マオリ神話 第一話 -Ranginui, Papatūānuku, Tāne-Mahuta

Kia ora Koutou

今回は、マオリ神話についてです。
マオリ神話は、マオリの言葉や文化、慣習に深く根付いており、マオリ文化において重要な意味があります。
マオリ神話には大勢の神々が登場しますが、ここではよく知られている神を紹介します。

Ranginui ( ランギヌイ) 空の神  Papatūānuku ( パパトゥアヌク ) 大地の神

 まず、マオリ神話と言って真っ先に浮かぶのが、Ranginui ( ランギヌイPapatūānuku ( パパトゥアヌク ) と呼ばれる神々です。

Ranginui ( ランギヌイ)は空
Papatūānuku ( パパトゥアヌク )は大地の神であり、マオリ神話の真髄を形成しています。
マオリ語では、空は Rangi ( ランギ), 土地や床などは、Papa ( パパ )ですが、その理由は説明しなくてももうお分かりかと思います。

Ranginui ( ランギヌイ)空の神を父親、Papatūānuku ( パパトゥアヌク ) 大地の神を母親とした2人の間には何人かの子供がいます。

この二人の神、空と大地になりますが、お互いの体が絡まるようにしっかりくっついていたため、二人の間、つまり空と大地の間には光が入らず、世界は暗闇に包まれており、生命を持つものは何もありませんでした。

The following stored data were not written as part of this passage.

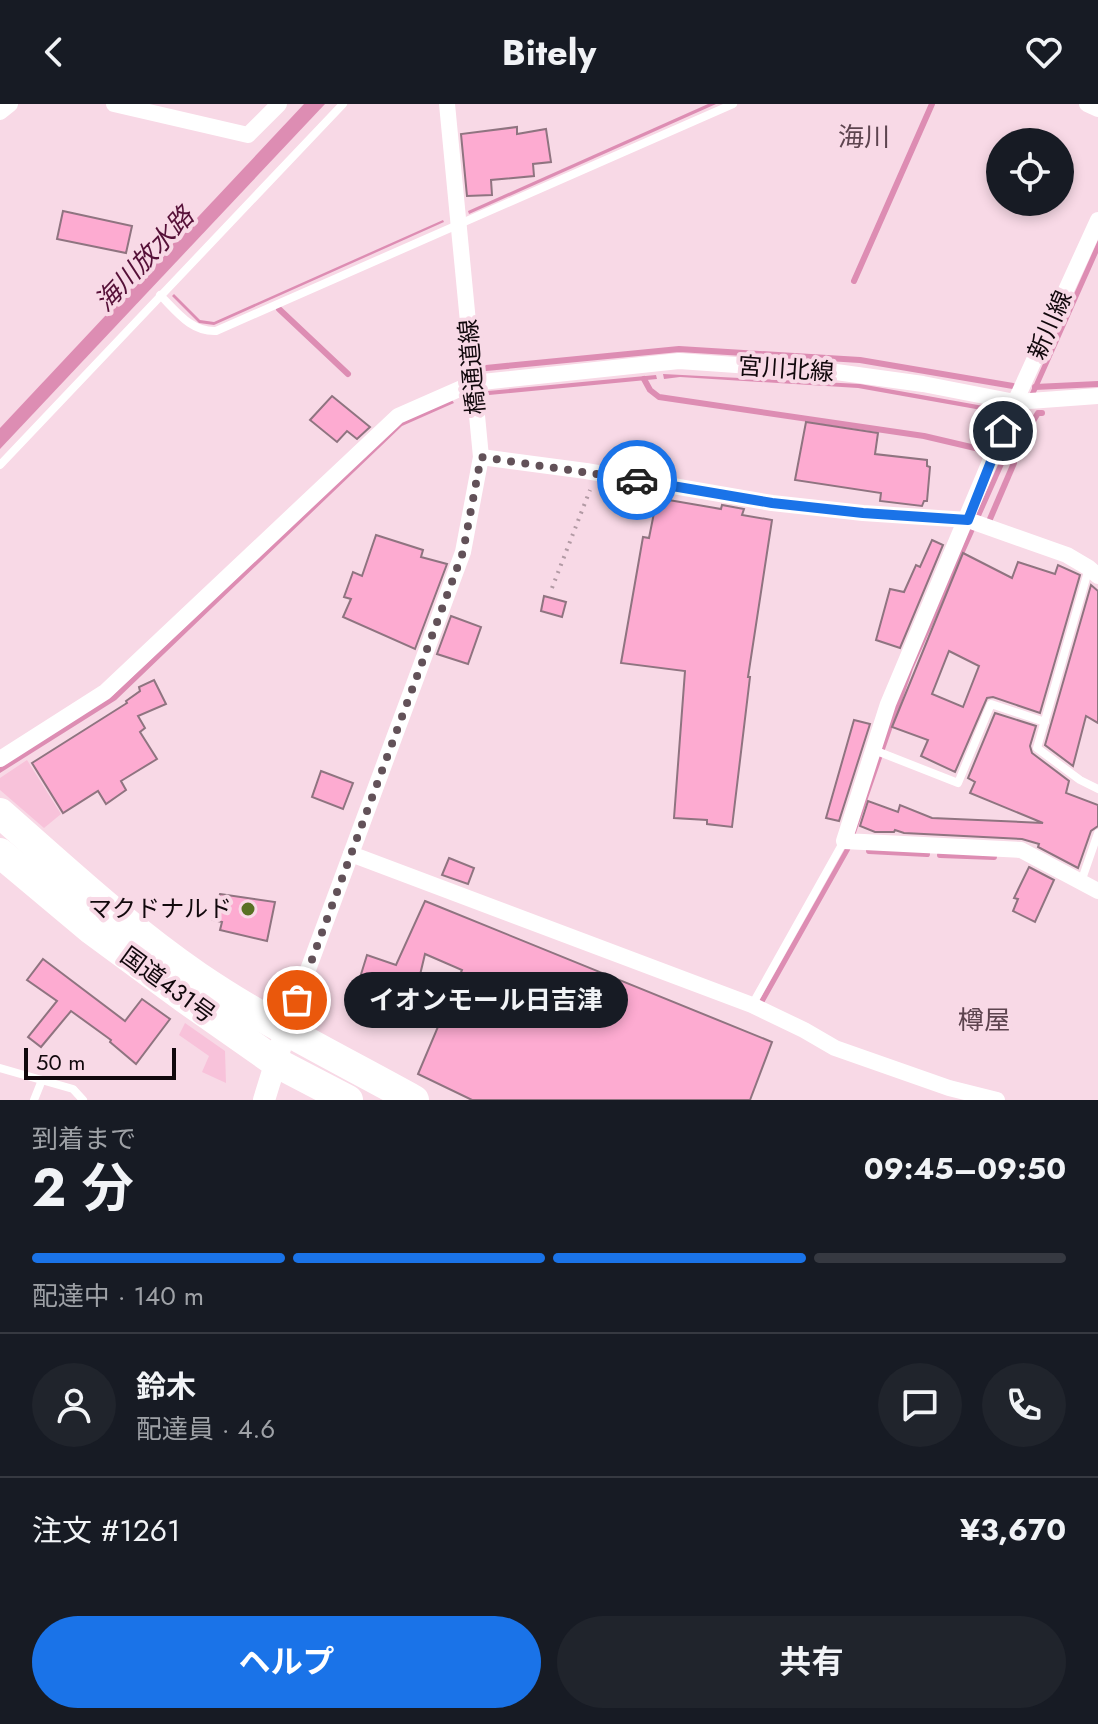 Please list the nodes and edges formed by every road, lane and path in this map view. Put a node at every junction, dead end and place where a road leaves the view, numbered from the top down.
1 (10, 104) edge
2 (114, 104) edge
3 (279, 104) edge
4 (343, 104) edge
5 (447, 104) edge
6 (733, 104) edge
7 (1087, 104) edge
8 (1098, 109) edge
9 (0, 112) edge
10 (1098, 220) edge
11 (459, 225) junction
12 (160, 295) junction
13 (473, 383) junction
14 (1098, 396) edge
15 (1015, 402) junction
16 (481, 457) junction
17 (0, 465) edge
18 (595, 473) junction
19 (968, 520) junction
20 (1094, 572) edge
21 (552, 588) dead end
22 (1045, 722) junction
23 (874, 750) junction
24 (0, 759) edge
25 (1098, 789) edge
26 (0, 813) edge
27 (1098, 833) edge
28 (844, 841) junction
29 (0, 853) edge
30 (351, 854) junction
31 (1081, 882) junction
32 (1098, 891) edge
33 (752, 1005) junction
34 (286, 1029) junction
35 (277, 1063) junction
36 (0, 1068) edge
37 (42, 1080) junction
38 (34, 1100) edge
39 (83, 1100) edge
40 (264, 1100) edge
41 (348, 1100) edge
42 (414, 1100) edge
43 (997, 1100) edge

1 - 9 street
2 - 3 street
4 - 12 lane
5 - 11 street, 橋通道線
6 - 11 lane
7 - 8 street
10 - 15 street, 新川線
11 - 12 lane
11 - 13 street, 橋通道線
12 - 17 lane
13 - 15 street, 宮川北線
13 - 16 street, 橋通道線
13 - 24 street, 宮川北線
14 - 15 street, 宮川北線
15 - 19 street, 新川線
16 - 18 street
16 - 30 street, 橋通道線
18 - 19 street
18 - 21 path
19 - 20 street
19 - 23 street, 新川線
20 - 22 lane
22 - 23 lane
22 - 25 lane
23 - 28 street, 新川線
26 - 34 highway, 国道431号
27 - 31 lane
28 - 31 street
28 - 33 lane
29 - 35 highway, 国道431号
30 - 33 street
30 - 34 street, 橋通道線
31 - 32 street
33 - 43 street
34 - 35 main road
34 - 42 highway, 国道431号
35 - 40 main road
35 - 41 highway, 国道431号
36 - 37 lane
37 - 38 lane
37 - 39 lane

( この状態はマオリ語でTe Kore と言います )

Lochmara Sculpture ” Papatuanuku ” by Kim Coutts : credit to Sid Mosdell via Flickr

                                                                

Tāne-mahuta (  タネ マフタ )  森の神  Tangaroa ( タンガロア ) 海の神

そこで二人がもうけていた子供たちが相談して二人を引き離すことにしました。
2人を引き裂くことは容易ではありませんでしたが、2人の子供の一人、Tāne-mahuta (  タネ マフタ ) が仰向けに寝た状態から足で父親のRanginui ( ランギヌイ)を押し上げながら、一方で肩で母親の Papatūānuku ( パパトゥアヌク ) を抑えることによってようやく空と大地を話すことに成功しました。

こうして地上に光が入ると、植物が芽生え生物が息吹いたことから、Tāne-mahuta (  タネ マフタ ) は森と鳥の守護神として、また、一緒に手伝った兄弟の Tangaroa ( タンガロア ) は海の守護神として崇められるようになりました。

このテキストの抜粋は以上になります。